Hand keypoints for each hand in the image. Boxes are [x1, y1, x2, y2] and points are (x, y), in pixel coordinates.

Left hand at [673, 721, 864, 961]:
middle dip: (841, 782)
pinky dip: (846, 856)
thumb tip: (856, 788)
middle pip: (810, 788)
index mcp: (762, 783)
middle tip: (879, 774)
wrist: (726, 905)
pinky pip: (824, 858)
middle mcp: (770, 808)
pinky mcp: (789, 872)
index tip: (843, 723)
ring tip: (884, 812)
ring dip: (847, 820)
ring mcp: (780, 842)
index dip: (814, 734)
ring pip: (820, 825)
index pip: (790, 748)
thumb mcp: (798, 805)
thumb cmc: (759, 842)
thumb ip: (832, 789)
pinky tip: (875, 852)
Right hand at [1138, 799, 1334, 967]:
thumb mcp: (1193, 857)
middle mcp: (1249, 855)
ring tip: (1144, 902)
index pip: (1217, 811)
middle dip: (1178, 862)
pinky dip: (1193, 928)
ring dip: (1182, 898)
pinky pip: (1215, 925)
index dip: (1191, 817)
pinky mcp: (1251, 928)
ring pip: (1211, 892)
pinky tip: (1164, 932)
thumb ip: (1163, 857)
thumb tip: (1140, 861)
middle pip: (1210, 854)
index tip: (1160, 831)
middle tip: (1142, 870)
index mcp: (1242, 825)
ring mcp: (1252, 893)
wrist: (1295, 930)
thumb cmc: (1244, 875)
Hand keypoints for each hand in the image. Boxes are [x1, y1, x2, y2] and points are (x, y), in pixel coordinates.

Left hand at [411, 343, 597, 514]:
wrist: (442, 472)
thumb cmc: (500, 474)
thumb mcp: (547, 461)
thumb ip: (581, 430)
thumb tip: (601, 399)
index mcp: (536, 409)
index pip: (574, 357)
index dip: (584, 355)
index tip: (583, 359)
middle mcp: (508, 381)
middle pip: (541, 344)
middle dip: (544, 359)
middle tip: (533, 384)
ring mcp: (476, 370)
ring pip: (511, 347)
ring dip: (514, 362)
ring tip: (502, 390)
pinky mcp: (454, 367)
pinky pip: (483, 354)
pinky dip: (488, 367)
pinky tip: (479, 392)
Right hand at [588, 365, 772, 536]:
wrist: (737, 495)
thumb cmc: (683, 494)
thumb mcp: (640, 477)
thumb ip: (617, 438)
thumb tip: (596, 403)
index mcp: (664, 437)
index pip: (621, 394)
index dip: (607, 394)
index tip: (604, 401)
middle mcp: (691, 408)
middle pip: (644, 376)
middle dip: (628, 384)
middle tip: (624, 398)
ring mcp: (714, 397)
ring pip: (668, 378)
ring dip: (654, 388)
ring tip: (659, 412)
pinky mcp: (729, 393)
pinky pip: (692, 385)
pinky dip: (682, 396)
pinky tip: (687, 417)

## ASSIGNMENT:
Transcribe word for word the lines from the one holding "pinky dip: (488, 367)" to the last line of the listing above, inclusive.

## TASK OUTPUT:
pinky dip: (488, 367)
pinky tip: (479, 392)
Right hand at [588, 365, 772, 536]:
wrist: (737, 495)
thumb cmc: (683, 494)
thumb mcp: (640, 477)
thumb ip: (617, 438)
thumb tip: (596, 403)
index mcp: (664, 437)
index pip: (621, 394)
index dip: (607, 394)
index tip: (604, 401)
middle mcp: (691, 408)
middle pip: (644, 376)
middle dip: (628, 384)
middle tip: (624, 398)
ring mcp: (714, 397)
ring pip: (668, 378)
ring dip: (654, 388)
ring tip: (659, 412)
pinky mcp: (729, 393)
pinky pip: (692, 385)
pinky dip: (682, 396)
pinky tip: (687, 417)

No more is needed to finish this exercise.